Esatto. Solo che invece di uno solo, nel Berlusconi Show i protagonisti inconsapevoli di una sceneggiatura già scritta siamo stati un po’ tutti. Per anni. Persino le opposizioni hanno finito per credere che la sua fantastica rappresentazione della realtà fosse l’unico terreno di scontro possibile. Ma contestare il suo immaginario senza produrne uno alternativo ha significato solo rafforzare la scenografia del “grande comunicatore”. E così siamo rimasti dentro una sorta di maya dove la realtà, a parte il linguaggio che la esprime, non ha registrato una sola delle “riforme” promesse in quindici anni di berlusconismo.

Però, anche il protagonista del Truman Show alla fine ha trovato una via d’uscita.

Sì. Perché nessuna rappresentazione virtuale è mai perfetta. Alla fine, un errore nel copione o un attore che sbaglia la battuta ci scappa sempre. Nel Berlusconi Show è stato il regista stesso a svelare l’inganno: non resistendo al richiamo della scena, lui che ha sempre schivato il confronto pubblico con qualunque interlocutore, affidandosi di preferenza ai monologhi, ha preteso interpretare se stesso. E gli è andata male…

E quando?

Ricorda la Direzione nazionale del Pdl? Quando confidando sul suo carisma, s’è alzato per replicare all’intervento di Gianfranco Fini, convinto di metterlo a tacere? Beh! mi ci gioco quello che vuole che mai e poi mai si sarebbe aspettato la reazione del co-fondatore che voleva mettere all’indice. E lì si è prodotto lo scarto. Perché si è trovato di fronte un indice vero, in carne ed ossa, che non aveva previsto si potesse alzare contro di lui. Ecco! Quell’indice puntato di Fini contro di lui è stato l’inizio della fine della rappresentazione del Berlusconi Show. Ma il colpo di grazia all’immaginario che s’era costruito se lo è dato da solo, poco tempo dopo.

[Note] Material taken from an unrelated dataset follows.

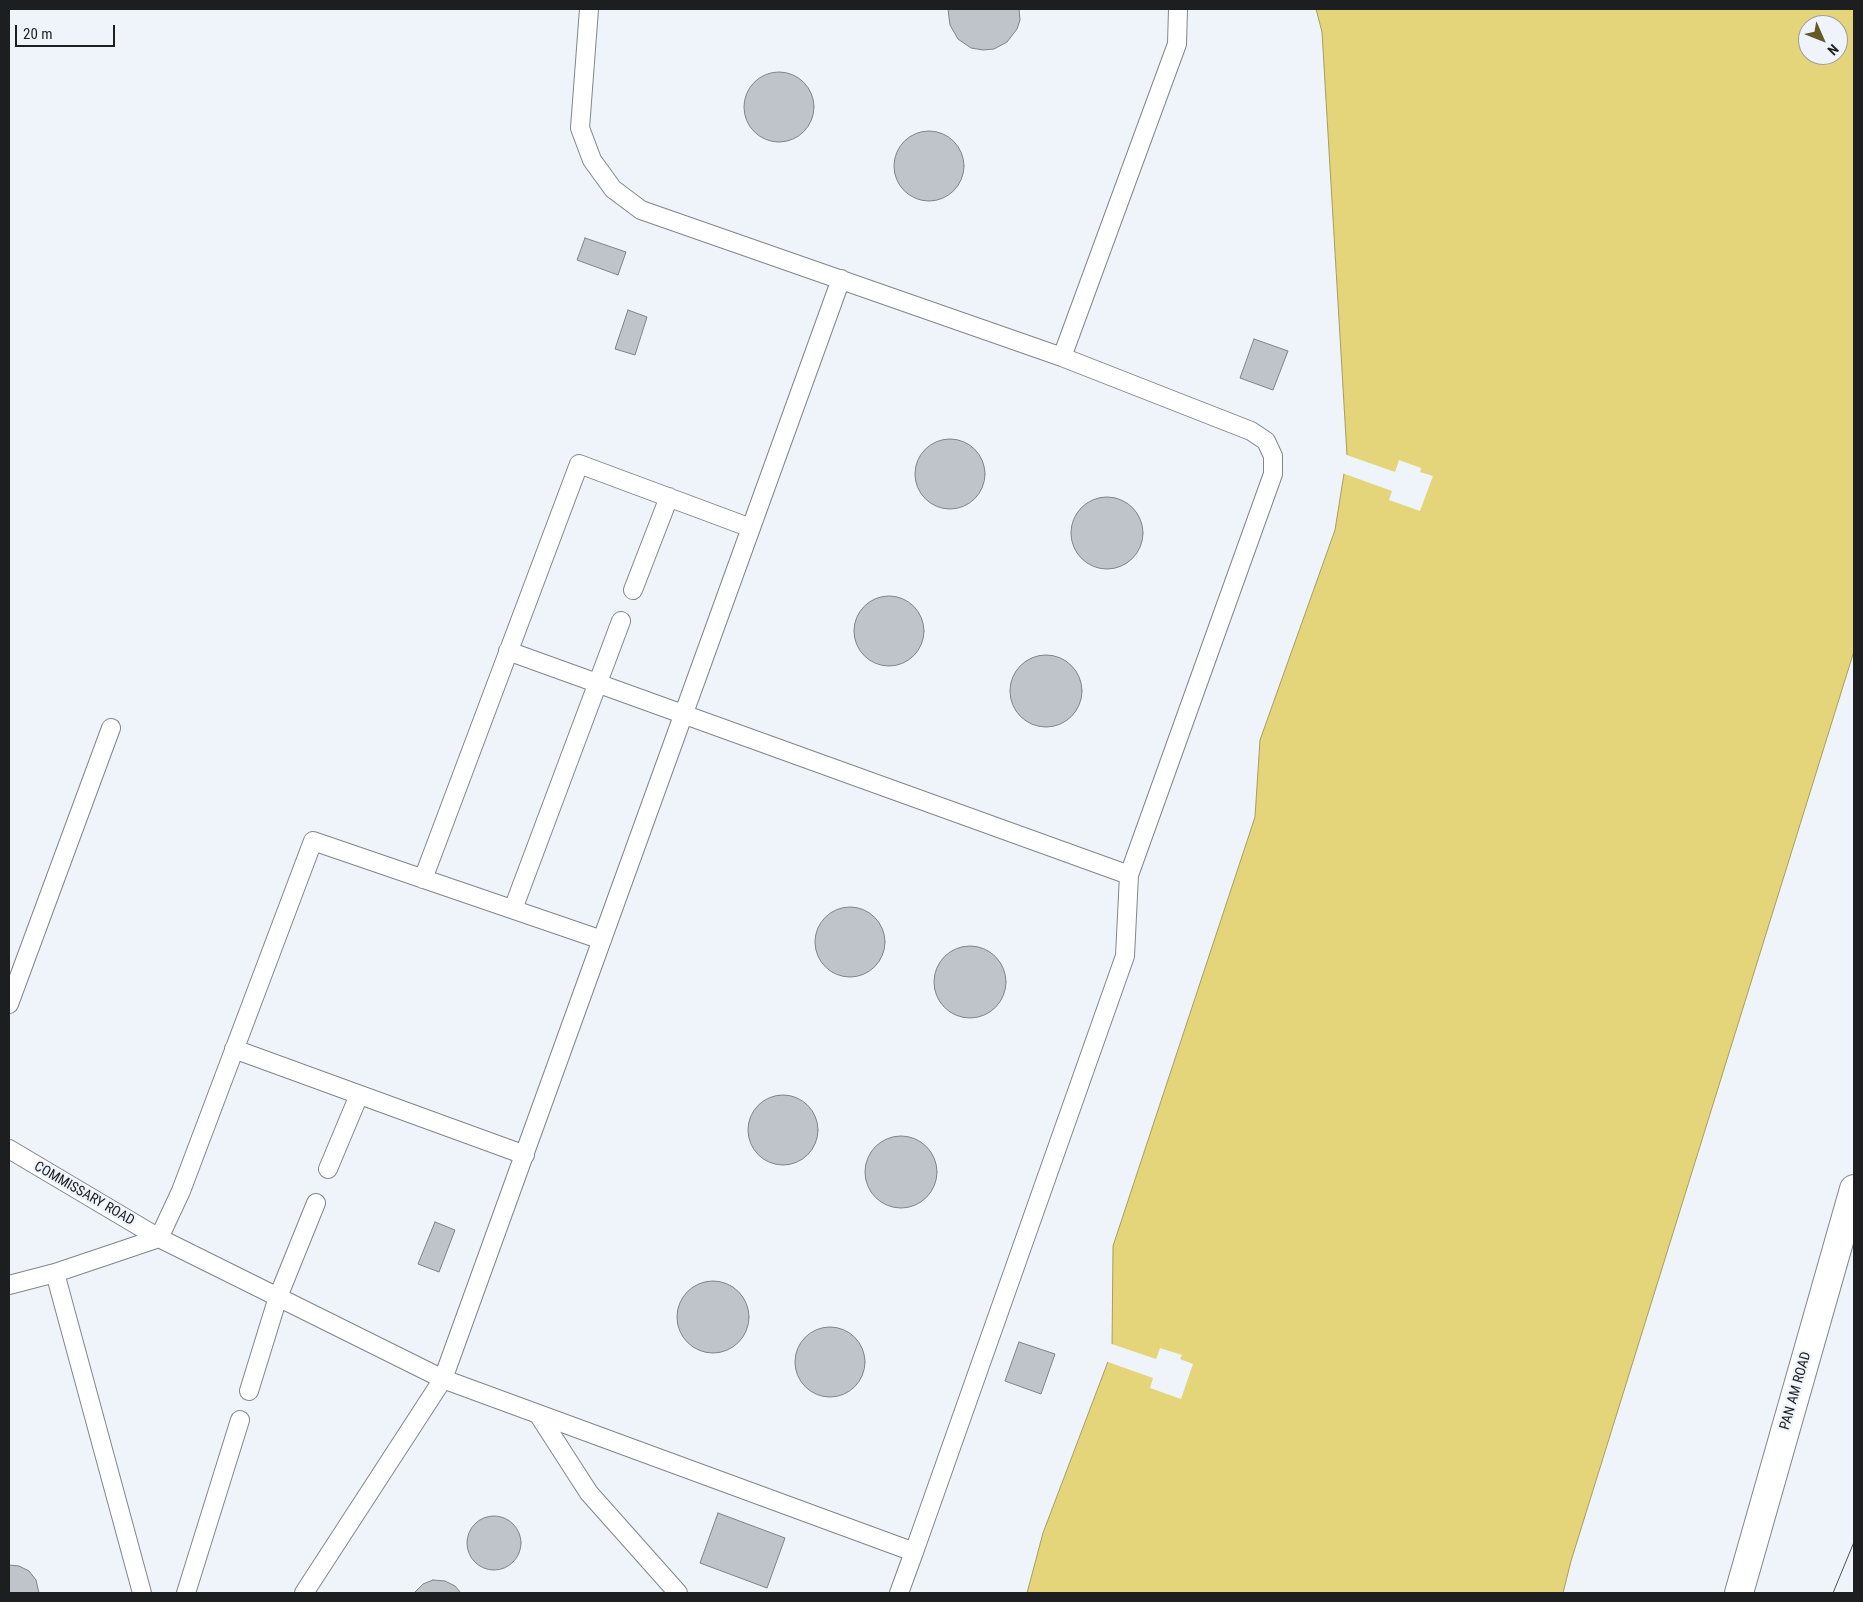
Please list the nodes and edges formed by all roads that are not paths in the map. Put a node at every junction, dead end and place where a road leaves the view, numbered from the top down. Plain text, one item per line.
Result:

Con il baciamano a Gheddafi?

A parere mio, sì. E’ lì che sono crollati molti dei miti che si era costruito intorno: da quello dell’uomo che si fa da sé, a quello dell’indomabile sciupafemmine, a quello del monarca-repubblicano, come lo hanno disegnato anche di recente certi agiografi tardo-imperiali sulle pagine del Giornale. Via, non scherziamo: s’è visto mai un re baciare la mano a un altro capo di stato? E un libertario genuflesso?